Si, sur ce dernier point, il ne se distingue pas de trop son rival, à la conception plus rationalisée malgré tout, c’est sur le premier qu’il doit apporter les preuves de son humanisme et son sens démocratique. C’est d’autant plus indispensable qu’on risque avec lui une double dictature : non seulement politique, mais aussi morale.

Aussi, c’est encore à lui d’être plus soucieux d’abolir les lois de l’ancien régime niant au Tunisien ses libertés intangibles et consacrant l’exclusion et la discrimination. Il doit avoir le courage de déclarer non islamiques toutes les dispositions de notre droit positif se présentant faussement en conformité avec l’islam alors qu’elles en font une mauvaise interprétation, bafouant son esprit et sa lettre, comme en matière d’homophobie d’apostasie, d’inégalité successorale, de boissons alcoolisées ou du respect du sacré qui est, en notre foi tolérante et universaliste, moral avant d’être matériel.

Il s’agit bien évidemment d’une coupure radicale avec la lecture erronée qu’on fait actuellement de l’islam et qui nous a valu l’horreur absolue qu’est Daech. Aussi, la Tunisie, forte de sa foi aux racines spiritualistes soufies et rationalistes asharites, doit militer sur le plan aussi bien national qu’international pour un islam œcuménique, démocratique, tolérant et ouvert à l’altérité.

Il en ira de son avenir ainsi que de celui de la Tunisie comme démocratie nouvelle, une démocratie postmoderne, car la Tunisie est encore à l’enfance de la démocratie, cette part de l’éternité, comme disait Bachelard, de cette immémorialité qui est en chaque humain.

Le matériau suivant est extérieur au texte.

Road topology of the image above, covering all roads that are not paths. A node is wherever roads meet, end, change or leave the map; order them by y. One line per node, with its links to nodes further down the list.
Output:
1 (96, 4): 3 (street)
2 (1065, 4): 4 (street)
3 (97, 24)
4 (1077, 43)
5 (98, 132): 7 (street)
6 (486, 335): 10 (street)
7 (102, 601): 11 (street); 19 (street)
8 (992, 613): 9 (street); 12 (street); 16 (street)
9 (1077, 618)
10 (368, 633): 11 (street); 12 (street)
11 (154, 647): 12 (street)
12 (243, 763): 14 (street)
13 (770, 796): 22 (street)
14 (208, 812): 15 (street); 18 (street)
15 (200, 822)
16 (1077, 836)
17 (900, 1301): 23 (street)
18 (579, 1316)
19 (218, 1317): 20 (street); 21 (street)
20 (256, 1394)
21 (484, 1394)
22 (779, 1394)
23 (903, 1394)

Or, le temps de la légende peut renaître sur sa terre à la faveur de l’effervescence actuelle, cet illud tempus de Mircea Eliade ou le « non-où » de Corbin, une Tunisie Nouvelle République, hors du temps médiocre de l’Orient, hors des lieux communs mesquins de l’Occident, le référent constant de l’imaginaire de son peuple étant l’originalité.